Let $S$ be a convex quadrilateral $ABCD$ and $O$ a point inside it. The feet of the perpendiculars from $O$ to $AB, BC, CD, DA$ are $A_1, B_1, C_1, D_1$ respectively. The feet of the perpendiculars from $O$ to the sides of $S_i$, the quadrilateral $A_iB_iC_iD_i$, are $A_{i+1}B_{i+1}C_{i+1}D_{i+1}$, where $i = 1, 2, 3.$ Prove that $S_4$ is similar to S.

2016 Greece Junior Math Olympiad, 3

Tags: trapezoid , perpendicular , right , geometry

Let $ABCD$ be a trapezoid ($AD//BC$) with $\angle A=\angle B= 90^o$ and $AD<BC$. Let $E$ be the intersection point of the non parallel sides $AB$ and $CD$, $Z$ be the symmetric point of $A$ wrt line $BC$ and $M$ be the midpoint of $EZ$. If it is given than line $CM$ is perpendicular on line $DZ$, then prove that line $ZC$ is perpendicular on line $EC$.

Kyiv City MO Juniors 2003+ geometry, 2021.9.51

Tags: geometry , circles , perpendicular

Two circles $\omega_1$ and $\omega_2$ intersect at points $A$ and $B$. A line passing through point $B$ intersects $\omega_1$ for the second time at point $C$ and $\omega_2$ at point $D$. The line $AC$ intersects circle $\omega_2$ for the second time at point $F$, and the line $AD$ intersects the circle $\omega_1$ for the second time at point $E$ . Let point $O$ be the center of the circle circumscribed around $\vartriangle AEF$. Prove that $OB \perp CD$.

2009 Moldova National Olympiad, 10.4

Tags: geometry , perpendicular , isosceles

Let the isosceles triangle $ABC$ with $| AB | = | AC |$. The point $M$ is the midpoint of the base $[BC]$, the point $N$ is the orthogonal projection of the point $M$ on the line $AC$, and the point $P$ is located on the segment $(MC)$ such that $| MP | = | P C | \sin^2 C$. Prove that the lines $AP$ and $BN$ are perpendicular.

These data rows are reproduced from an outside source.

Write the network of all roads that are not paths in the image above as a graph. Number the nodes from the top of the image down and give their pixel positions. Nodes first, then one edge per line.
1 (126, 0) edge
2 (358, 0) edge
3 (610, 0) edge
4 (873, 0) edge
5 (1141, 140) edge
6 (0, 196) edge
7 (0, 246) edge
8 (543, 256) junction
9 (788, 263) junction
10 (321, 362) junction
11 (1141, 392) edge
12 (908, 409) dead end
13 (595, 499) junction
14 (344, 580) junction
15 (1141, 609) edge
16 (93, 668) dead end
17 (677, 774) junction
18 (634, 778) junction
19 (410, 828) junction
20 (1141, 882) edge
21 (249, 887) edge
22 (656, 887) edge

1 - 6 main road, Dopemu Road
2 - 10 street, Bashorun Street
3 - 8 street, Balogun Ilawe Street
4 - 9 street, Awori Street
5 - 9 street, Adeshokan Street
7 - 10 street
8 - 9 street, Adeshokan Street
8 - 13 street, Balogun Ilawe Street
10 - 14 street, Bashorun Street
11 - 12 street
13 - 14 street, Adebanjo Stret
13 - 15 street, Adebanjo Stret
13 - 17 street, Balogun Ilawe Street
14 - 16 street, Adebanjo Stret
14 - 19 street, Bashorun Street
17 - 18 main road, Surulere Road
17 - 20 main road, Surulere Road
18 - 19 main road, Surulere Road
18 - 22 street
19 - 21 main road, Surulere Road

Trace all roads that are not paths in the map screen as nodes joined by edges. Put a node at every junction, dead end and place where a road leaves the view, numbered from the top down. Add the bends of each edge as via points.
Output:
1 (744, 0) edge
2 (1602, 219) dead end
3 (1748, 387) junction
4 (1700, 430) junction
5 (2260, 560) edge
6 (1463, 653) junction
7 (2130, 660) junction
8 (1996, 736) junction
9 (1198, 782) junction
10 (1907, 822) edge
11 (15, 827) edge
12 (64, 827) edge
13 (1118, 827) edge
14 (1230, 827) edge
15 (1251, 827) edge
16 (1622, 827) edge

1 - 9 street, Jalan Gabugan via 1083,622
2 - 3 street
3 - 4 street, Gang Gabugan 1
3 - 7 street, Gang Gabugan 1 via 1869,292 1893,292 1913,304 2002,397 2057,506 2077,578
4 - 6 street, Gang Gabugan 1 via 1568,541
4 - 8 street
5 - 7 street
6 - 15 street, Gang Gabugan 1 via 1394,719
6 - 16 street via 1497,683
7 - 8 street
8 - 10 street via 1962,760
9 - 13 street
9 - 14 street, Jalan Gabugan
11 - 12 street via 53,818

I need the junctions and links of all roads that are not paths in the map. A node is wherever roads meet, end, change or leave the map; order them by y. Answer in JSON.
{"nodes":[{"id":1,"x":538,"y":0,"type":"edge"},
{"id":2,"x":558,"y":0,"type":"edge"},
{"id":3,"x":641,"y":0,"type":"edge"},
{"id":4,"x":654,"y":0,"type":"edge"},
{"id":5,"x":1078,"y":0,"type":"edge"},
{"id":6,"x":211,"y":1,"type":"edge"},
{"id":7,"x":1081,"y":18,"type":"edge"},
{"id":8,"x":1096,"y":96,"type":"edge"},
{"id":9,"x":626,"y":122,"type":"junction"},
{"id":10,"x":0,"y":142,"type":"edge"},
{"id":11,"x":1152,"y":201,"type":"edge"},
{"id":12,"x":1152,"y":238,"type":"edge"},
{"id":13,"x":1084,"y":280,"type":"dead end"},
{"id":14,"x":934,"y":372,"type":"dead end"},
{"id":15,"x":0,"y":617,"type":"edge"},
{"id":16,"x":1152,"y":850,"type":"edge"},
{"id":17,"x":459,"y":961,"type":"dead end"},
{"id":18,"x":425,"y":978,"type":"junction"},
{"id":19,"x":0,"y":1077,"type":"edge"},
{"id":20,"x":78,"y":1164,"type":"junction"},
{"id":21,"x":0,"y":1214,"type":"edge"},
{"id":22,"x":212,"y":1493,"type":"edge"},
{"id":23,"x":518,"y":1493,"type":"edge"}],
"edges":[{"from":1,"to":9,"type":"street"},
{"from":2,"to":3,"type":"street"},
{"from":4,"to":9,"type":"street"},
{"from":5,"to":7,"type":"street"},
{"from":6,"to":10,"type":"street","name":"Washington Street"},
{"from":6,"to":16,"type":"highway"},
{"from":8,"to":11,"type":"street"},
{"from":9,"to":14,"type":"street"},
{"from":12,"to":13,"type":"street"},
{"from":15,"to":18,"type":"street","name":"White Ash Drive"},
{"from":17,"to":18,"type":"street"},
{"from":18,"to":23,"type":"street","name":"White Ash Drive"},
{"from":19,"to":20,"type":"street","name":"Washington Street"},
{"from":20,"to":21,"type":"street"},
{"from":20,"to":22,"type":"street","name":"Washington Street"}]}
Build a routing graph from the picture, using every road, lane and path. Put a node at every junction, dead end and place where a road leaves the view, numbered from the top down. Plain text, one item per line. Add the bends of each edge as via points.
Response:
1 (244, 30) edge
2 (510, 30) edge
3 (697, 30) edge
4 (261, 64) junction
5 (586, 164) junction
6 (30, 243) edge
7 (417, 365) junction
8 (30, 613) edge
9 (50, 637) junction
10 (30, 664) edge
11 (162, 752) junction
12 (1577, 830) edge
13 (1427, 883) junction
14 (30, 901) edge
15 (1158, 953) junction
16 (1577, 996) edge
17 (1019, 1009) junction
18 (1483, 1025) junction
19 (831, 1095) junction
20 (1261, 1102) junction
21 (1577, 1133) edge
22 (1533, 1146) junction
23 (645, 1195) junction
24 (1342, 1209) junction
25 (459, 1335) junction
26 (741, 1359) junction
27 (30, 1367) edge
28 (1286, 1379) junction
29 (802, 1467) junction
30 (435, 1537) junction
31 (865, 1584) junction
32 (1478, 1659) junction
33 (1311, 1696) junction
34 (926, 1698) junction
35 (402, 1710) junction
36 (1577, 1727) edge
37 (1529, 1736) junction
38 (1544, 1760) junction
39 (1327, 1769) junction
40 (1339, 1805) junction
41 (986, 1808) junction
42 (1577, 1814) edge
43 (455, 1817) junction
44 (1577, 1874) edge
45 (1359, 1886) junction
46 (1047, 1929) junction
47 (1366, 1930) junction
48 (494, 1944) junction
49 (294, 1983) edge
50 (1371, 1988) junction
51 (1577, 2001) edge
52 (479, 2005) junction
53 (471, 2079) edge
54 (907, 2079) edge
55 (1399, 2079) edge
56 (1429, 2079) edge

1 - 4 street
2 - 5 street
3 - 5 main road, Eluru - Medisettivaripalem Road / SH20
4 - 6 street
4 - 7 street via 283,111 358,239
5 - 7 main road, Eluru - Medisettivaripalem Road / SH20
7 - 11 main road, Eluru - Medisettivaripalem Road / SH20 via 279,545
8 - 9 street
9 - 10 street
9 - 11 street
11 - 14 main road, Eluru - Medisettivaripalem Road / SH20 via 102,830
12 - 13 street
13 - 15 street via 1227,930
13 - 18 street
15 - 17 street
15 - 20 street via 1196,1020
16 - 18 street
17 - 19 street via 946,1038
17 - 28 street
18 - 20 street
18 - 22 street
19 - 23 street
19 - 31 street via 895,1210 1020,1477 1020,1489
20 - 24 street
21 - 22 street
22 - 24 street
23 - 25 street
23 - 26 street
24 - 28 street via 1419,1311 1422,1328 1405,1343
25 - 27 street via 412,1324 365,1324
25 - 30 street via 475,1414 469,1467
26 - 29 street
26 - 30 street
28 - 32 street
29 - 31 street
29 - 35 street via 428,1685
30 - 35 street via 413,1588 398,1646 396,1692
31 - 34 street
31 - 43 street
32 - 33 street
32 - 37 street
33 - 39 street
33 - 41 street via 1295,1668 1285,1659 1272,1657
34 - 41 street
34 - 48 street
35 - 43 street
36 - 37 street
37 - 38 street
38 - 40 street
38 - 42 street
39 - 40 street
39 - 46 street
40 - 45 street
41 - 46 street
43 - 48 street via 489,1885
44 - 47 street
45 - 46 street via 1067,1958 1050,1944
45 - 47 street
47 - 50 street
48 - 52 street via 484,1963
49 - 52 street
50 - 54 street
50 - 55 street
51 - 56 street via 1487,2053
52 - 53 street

Durer Math Competition CD Finals - geometry, 2018.C3

Tags: geometry , perpendicular , trisection

Points $A, B, C, D$ are located in the plane as follows: sections $AB$ and $CD$ are perpendicular to each other and are of equal length, moreover, D is just the trisection point of segment $AB$ closer to $A$. The perpendicular from point $D$ on segment $BC$ intersects it at $E$. Let the trisection point of segment $DE$ closer to $E$ be $H$. Prove that segments $CH$ and the sections $AE$ are perpendicular to each other.

1991 All Soviet Union Mathematical Olympiad, 553

Tags: geometry , 3d geometry , sphere , perpendicular

The chords $AB$ and $CD$ of a sphere intersect at $X. A, C$ and $X$ are equidistant from a point $Y$ on the sphere. Show that $BD$ and $XY$ are perpendicular.